(Stored records)
* * * * * * *

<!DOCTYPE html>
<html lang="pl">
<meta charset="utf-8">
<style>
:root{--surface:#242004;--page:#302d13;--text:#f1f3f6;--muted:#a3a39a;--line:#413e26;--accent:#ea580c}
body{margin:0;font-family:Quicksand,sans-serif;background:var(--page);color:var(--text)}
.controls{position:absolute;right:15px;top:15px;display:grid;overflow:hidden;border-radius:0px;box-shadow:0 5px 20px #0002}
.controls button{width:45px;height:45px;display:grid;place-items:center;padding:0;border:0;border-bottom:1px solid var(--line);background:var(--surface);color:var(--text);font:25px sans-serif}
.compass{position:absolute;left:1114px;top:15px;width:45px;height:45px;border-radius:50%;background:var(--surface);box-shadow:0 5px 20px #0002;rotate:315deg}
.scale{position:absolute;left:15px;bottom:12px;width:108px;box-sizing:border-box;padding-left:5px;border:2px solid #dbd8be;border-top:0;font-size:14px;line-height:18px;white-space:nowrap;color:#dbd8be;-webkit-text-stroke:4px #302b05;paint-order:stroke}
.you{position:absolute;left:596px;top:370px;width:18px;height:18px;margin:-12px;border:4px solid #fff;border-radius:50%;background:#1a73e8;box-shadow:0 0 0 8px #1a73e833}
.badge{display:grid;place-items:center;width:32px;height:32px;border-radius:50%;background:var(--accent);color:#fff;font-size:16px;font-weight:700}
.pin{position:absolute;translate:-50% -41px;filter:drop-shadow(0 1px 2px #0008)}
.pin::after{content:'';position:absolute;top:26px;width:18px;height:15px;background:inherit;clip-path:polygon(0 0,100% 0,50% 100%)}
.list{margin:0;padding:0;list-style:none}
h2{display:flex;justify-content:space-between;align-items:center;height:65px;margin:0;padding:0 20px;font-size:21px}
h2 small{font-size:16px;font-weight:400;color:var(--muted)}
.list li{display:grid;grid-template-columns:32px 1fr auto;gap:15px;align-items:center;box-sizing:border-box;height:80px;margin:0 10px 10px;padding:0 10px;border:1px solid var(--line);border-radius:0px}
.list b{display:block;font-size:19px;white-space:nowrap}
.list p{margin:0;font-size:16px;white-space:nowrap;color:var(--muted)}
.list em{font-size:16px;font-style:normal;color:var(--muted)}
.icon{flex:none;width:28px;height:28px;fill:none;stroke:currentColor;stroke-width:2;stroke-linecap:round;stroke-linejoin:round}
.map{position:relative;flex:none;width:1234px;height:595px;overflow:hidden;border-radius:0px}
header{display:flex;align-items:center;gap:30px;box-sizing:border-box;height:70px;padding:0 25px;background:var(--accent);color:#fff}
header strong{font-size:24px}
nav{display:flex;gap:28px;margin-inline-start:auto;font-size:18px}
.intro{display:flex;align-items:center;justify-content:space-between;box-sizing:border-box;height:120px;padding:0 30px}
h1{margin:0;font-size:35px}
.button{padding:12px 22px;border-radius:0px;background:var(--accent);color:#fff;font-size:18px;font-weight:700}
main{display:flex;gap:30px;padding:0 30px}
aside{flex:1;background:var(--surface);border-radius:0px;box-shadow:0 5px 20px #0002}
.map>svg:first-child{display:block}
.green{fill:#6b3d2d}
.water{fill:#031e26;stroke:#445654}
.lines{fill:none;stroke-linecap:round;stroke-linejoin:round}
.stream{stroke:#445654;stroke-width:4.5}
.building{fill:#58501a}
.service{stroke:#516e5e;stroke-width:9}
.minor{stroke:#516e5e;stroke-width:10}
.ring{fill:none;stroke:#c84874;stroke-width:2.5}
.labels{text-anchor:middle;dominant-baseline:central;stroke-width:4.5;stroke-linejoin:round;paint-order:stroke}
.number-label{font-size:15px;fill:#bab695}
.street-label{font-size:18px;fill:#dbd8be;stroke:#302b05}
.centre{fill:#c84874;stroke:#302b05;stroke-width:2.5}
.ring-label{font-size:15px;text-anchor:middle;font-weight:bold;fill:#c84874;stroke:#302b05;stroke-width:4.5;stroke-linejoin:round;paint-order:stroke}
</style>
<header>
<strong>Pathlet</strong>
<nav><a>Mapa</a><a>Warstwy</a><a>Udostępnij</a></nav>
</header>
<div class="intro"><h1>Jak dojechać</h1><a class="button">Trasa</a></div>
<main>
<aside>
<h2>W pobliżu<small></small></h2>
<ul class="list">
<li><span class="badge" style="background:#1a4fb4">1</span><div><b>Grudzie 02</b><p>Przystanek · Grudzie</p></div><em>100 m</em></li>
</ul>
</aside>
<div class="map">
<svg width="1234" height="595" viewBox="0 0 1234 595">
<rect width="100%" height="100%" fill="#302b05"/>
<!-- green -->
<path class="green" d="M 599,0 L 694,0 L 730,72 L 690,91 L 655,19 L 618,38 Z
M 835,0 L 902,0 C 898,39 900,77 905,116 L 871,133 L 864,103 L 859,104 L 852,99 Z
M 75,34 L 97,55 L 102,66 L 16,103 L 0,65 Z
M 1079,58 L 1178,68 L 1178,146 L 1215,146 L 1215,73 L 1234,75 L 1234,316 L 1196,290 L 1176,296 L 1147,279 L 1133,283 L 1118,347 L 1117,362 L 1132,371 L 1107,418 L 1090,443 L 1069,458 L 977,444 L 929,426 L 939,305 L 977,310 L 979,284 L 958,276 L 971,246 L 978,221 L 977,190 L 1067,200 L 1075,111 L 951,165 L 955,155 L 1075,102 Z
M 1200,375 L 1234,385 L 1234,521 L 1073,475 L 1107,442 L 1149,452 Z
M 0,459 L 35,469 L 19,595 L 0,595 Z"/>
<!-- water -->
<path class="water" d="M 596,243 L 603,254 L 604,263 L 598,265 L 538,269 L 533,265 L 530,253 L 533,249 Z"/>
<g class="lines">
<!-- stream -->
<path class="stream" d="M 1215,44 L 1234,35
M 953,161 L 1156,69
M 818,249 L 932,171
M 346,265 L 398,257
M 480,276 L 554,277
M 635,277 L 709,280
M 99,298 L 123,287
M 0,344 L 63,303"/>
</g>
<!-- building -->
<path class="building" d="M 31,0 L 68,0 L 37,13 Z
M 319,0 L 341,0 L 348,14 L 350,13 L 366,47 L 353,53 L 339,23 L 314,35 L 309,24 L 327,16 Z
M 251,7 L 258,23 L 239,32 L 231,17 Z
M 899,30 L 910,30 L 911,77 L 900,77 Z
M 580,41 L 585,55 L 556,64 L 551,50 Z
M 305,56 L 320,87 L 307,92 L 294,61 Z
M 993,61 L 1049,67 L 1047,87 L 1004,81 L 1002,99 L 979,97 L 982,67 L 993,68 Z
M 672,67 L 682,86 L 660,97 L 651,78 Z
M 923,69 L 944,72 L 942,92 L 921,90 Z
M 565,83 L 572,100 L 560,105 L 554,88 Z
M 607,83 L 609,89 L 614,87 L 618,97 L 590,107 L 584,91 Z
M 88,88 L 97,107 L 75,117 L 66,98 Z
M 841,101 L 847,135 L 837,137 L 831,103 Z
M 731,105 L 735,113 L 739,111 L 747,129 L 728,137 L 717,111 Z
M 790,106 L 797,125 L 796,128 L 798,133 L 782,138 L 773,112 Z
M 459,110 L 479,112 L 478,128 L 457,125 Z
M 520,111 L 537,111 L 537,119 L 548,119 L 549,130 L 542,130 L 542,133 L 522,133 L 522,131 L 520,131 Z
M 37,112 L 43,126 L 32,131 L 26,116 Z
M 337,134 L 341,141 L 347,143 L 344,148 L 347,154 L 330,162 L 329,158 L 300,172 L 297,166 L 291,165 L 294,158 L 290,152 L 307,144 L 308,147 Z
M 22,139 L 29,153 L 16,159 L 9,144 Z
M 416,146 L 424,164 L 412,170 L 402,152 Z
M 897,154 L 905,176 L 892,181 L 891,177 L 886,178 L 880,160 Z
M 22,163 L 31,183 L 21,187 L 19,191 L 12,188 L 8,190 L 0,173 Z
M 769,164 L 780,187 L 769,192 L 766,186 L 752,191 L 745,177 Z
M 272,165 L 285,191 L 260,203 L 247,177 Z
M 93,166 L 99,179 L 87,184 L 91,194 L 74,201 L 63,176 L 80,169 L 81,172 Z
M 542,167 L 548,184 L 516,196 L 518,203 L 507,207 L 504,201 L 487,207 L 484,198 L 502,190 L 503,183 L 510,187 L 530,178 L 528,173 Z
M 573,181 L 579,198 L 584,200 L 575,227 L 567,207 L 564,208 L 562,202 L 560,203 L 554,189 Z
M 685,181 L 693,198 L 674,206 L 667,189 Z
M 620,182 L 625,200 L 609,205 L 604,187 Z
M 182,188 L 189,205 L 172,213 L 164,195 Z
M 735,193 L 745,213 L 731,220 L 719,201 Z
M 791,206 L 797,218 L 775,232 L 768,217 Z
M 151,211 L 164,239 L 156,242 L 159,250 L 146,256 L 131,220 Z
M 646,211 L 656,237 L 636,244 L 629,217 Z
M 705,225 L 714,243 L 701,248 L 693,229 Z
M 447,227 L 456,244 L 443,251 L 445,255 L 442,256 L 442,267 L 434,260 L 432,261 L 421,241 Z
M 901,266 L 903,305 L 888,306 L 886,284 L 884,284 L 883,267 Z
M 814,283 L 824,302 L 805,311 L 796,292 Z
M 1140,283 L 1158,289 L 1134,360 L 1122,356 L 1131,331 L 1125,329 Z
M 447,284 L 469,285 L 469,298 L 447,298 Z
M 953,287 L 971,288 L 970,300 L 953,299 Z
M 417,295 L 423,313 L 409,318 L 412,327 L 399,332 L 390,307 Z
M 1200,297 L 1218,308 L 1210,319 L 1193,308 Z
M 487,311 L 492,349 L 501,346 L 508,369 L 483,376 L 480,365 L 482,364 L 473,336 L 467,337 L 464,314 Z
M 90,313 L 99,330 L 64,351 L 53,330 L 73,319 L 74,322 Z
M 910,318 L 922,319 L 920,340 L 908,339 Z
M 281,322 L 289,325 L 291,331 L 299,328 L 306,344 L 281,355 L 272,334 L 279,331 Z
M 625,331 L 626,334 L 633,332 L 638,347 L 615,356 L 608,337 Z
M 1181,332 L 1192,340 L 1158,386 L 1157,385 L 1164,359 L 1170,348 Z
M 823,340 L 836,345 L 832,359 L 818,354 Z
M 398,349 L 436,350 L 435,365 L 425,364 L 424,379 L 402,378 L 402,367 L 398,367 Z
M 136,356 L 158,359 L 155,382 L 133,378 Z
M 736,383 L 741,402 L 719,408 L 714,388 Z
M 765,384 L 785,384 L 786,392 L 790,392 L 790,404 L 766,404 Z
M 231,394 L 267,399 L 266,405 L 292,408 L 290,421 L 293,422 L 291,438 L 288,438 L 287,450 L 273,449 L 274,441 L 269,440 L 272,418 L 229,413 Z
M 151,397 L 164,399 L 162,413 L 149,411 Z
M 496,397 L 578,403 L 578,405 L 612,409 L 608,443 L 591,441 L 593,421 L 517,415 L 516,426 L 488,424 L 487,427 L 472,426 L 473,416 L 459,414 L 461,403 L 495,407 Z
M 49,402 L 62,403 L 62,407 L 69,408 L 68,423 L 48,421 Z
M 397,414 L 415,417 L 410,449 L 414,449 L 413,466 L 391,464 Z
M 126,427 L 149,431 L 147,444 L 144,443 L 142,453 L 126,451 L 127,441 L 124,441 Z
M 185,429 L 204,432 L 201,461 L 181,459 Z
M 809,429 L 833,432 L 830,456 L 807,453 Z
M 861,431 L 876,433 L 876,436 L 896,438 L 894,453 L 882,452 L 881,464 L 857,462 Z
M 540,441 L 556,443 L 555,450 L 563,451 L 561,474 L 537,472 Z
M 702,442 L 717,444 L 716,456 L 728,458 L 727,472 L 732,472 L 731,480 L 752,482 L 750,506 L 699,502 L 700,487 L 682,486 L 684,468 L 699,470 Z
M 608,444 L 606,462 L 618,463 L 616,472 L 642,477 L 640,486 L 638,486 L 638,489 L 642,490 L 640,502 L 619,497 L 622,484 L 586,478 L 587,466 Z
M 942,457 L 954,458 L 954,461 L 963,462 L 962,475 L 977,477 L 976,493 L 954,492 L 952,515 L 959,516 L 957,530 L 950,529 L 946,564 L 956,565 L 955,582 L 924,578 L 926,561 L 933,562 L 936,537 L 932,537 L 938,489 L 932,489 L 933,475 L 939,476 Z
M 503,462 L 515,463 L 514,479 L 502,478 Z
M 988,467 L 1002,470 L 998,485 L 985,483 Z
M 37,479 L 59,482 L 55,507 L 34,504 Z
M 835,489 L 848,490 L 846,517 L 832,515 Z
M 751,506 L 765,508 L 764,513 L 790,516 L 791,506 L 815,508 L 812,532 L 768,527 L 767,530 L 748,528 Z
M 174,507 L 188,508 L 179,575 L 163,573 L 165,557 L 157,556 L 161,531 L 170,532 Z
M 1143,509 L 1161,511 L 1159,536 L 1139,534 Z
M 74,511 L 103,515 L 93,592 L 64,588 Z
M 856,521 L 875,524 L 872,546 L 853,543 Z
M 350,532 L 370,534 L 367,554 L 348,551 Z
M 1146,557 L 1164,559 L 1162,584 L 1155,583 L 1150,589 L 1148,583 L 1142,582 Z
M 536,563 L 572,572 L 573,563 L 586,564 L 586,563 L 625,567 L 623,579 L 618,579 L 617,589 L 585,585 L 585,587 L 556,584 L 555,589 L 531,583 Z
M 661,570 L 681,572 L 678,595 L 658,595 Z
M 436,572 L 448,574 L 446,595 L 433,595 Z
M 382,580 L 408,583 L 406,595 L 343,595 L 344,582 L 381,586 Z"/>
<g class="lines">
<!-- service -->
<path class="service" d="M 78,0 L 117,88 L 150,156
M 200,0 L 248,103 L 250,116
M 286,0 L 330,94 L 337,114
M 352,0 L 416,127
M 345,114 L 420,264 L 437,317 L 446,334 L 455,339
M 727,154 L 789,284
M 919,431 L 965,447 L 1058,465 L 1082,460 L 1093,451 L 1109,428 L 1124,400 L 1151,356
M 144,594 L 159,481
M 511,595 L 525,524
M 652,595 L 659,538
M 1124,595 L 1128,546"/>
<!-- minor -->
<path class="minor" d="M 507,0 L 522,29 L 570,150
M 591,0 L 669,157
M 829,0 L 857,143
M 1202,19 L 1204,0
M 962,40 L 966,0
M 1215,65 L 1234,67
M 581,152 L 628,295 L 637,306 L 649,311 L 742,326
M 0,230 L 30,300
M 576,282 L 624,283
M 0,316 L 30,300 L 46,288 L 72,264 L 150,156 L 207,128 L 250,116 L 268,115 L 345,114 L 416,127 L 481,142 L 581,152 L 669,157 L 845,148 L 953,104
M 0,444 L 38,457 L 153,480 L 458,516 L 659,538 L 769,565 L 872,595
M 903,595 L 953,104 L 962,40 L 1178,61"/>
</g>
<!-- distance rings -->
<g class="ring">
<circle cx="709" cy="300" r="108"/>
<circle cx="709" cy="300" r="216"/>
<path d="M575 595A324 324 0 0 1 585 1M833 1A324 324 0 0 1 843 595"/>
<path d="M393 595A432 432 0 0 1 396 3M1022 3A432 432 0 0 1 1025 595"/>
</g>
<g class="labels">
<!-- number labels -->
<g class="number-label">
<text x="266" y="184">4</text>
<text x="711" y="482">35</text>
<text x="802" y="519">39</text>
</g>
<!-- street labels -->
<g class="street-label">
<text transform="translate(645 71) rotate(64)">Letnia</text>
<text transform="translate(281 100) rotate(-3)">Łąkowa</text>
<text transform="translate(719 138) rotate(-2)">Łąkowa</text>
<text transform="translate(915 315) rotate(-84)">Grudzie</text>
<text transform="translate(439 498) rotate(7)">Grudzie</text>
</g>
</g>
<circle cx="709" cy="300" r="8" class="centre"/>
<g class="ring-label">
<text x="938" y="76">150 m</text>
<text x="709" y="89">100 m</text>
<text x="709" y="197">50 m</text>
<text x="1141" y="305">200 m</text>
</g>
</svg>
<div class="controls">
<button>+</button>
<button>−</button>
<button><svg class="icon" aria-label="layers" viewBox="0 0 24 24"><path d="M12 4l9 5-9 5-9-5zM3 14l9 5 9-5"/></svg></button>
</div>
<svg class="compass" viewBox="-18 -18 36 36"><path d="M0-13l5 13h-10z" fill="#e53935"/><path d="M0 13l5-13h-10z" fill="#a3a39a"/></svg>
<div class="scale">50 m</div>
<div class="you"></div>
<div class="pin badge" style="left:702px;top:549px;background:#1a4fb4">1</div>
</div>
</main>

* * * * * * *

Please tally every line of the entries that holds "scale" and answer with that figure alone.

### EXPECTED ANSWER
2